• _Work order_
Each entry must be restated word for word, with nothing omitted.

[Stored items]

=====

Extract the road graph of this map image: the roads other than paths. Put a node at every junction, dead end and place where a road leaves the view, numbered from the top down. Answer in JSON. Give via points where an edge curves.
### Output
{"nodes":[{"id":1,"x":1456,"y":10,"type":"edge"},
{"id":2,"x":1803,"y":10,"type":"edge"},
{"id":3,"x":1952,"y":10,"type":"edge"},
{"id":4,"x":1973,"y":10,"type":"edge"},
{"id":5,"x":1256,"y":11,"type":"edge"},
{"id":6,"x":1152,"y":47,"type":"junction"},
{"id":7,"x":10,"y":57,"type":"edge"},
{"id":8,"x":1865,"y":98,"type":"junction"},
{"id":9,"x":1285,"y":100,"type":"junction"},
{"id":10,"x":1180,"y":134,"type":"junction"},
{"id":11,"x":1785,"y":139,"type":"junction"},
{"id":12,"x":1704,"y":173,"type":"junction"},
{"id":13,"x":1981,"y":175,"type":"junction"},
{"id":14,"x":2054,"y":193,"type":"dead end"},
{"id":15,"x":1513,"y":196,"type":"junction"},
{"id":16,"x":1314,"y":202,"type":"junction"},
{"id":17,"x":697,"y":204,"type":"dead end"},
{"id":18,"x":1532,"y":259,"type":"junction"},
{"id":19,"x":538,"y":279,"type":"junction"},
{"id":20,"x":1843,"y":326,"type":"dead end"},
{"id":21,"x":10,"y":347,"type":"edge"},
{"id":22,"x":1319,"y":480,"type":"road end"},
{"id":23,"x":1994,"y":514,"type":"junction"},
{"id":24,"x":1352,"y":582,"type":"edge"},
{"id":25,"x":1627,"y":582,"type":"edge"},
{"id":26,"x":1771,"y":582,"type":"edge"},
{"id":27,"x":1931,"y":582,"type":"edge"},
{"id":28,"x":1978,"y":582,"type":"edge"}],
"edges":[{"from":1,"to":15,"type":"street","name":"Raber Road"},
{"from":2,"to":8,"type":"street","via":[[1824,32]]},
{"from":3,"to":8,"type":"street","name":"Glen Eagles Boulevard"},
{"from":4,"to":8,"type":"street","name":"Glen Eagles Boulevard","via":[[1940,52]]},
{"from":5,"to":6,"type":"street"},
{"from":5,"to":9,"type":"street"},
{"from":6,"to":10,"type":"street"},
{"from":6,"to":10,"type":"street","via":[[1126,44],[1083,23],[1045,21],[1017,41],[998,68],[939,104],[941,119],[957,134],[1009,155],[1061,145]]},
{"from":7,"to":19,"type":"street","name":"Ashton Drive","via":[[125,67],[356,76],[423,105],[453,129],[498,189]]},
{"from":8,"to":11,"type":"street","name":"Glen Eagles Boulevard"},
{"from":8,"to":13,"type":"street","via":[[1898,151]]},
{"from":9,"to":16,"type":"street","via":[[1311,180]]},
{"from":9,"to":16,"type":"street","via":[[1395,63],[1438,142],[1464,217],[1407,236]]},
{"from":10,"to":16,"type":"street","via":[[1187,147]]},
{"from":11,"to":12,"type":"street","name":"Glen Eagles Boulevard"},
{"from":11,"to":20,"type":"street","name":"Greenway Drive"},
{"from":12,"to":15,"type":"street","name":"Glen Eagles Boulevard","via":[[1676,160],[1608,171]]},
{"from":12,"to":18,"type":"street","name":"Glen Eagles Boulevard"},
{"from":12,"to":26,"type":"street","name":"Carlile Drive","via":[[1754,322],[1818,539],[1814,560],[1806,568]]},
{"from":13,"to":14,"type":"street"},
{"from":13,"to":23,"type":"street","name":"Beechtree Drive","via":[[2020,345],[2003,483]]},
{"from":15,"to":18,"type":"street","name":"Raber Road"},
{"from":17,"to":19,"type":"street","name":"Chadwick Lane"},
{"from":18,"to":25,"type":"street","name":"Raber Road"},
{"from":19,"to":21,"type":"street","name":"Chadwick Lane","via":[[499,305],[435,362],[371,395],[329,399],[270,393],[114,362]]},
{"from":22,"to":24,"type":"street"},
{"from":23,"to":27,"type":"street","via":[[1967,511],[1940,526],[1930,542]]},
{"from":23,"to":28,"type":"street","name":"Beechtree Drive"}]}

=====

• _Response to this task_
Extract the road graph of this map image: the roads other than paths. Put a node at every junction, dead end and place where a road leaves the view, numbered from the top down. Answer in JSON. Give via points where an edge curves.
### Output
{"nodes":[{"id":1,"x":1456,"y":10,"type":"edge"},
{"id":2,"x":1803,"y":10,"type":"edge"},
{"id":3,"x":1952,"y":10,"type":"edge"},
{"id":4,"x":1973,"y":10,"type":"edge"},
{"id":5,"x":1256,"y":11,"type":"edge"},
{"id":6,"x":1152,"y":47,"type":"junction"},
{"id":7,"x":10,"y":57,"type":"edge"},
{"id":8,"x":1865,"y":98,"type":"junction"},
{"id":9,"x":1285,"y":100,"type":"junction"},
{"id":10,"x":1180,"y":134,"type":"junction"},
{"id":11,"x":1785,"y":139,"type":"junction"},
{"id":12,"x":1704,"y":173,"type":"junction"},
{"id":13,"x":1981,"y":175,"type":"junction"},
{"id":14,"x":2054,"y":193,"type":"dead end"},
{"id":15,"x":1513,"y":196,"type":"junction"},
{"id":16,"x":1314,"y":202,"type":"junction"},
{"id":17,"x":697,"y":204,"type":"dead end"},
{"id":18,"x":1532,"y":259,"type":"junction"},
{"id":19,"x":538,"y":279,"type":"junction"},
{"id":20,"x":1843,"y":326,"type":"dead end"},
{"id":21,"x":10,"y":347,"type":"edge"},
{"id":22,"x":1319,"y":480,"type":"road end"},
{"id":23,"x":1994,"y":514,"type":"junction"},
{"id":24,"x":1352,"y":582,"type":"edge"},
{"id":25,"x":1627,"y":582,"type":"edge"},
{"id":26,"x":1771,"y":582,"type":"edge"},
{"id":27,"x":1931,"y":582,"type":"edge"},
{"id":28,"x":1978,"y":582,"type":"edge"}],
"edges":[{"from":1,"to":15,"type":"street","name":"Raber Road"},
{"from":2,"to":8,"type":"street","via":[[1824,32]]},
{"from":3,"to":8,"type":"street","name":"Glen Eagles Boulevard"},
{"from":4,"to":8,"type":"street","name":"Glen Eagles Boulevard","via":[[1940,52]]},
{"from":5,"to":6,"type":"street"},
{"from":5,"to":9,"type":"street"},
{"from":6,"to":10,"type":"street"},
{"from":6,"to":10,"type":"street","via":[[1126,44],[1083,23],[1045,21],[1017,41],[998,68],[939,104],[941,119],[957,134],[1009,155],[1061,145]]},
{"from":7,"to":19,"type":"street","name":"Ashton Drive","via":[[125,67],[356,76],[423,105],[453,129],[498,189]]},
{"from":8,"to":11,"type":"street","name":"Glen Eagles Boulevard"},
{"from":8,"to":13,"type":"street","via":[[1898,151]]},
{"from":9,"to":16,"type":"street","via":[[1311,180]]},
{"from":9,"to":16,"type":"street","via":[[1395,63],[1438,142],[1464,217],[1407,236]]},
{"from":10,"to":16,"type":"street","via":[[1187,147]]},
{"from":11,"to":12,"type":"street","name":"Glen Eagles Boulevard"},
{"from":11,"to":20,"type":"street","name":"Greenway Drive"},
{"from":12,"to":15,"type":"street","name":"Glen Eagles Boulevard","via":[[1676,160],[1608,171]]},
{"from":12,"to":18,"type":"street","name":"Glen Eagles Boulevard"},
{"from":12,"to":26,"type":"street","name":"Carlile Drive","via":[[1754,322],[1818,539],[1814,560],[1806,568]]},
{"from":13,"to":14,"type":"street"},
{"from":13,"to":23,"type":"street","name":"Beechtree Drive","via":[[2020,345],[2003,483]]},
{"from":15,"to":18,"type":"street","name":"Raber Road"},
{"from":17,"to":19,"type":"street","name":"Chadwick Lane"},
{"from":18,"to":25,"type":"street","name":"Raber Road"},
{"from":19,"to":21,"type":"street","name":"Chadwick Lane","via":[[499,305],[435,362],[371,395],[329,399],[270,393],[114,362]]},
{"from":22,"to":24,"type":"street"},
{"from":23,"to":27,"type":"street","via":[[1967,511],[1940,526],[1930,542]]},
{"from":23,"to":28,"type":"street","name":"Beechtree Drive"}]}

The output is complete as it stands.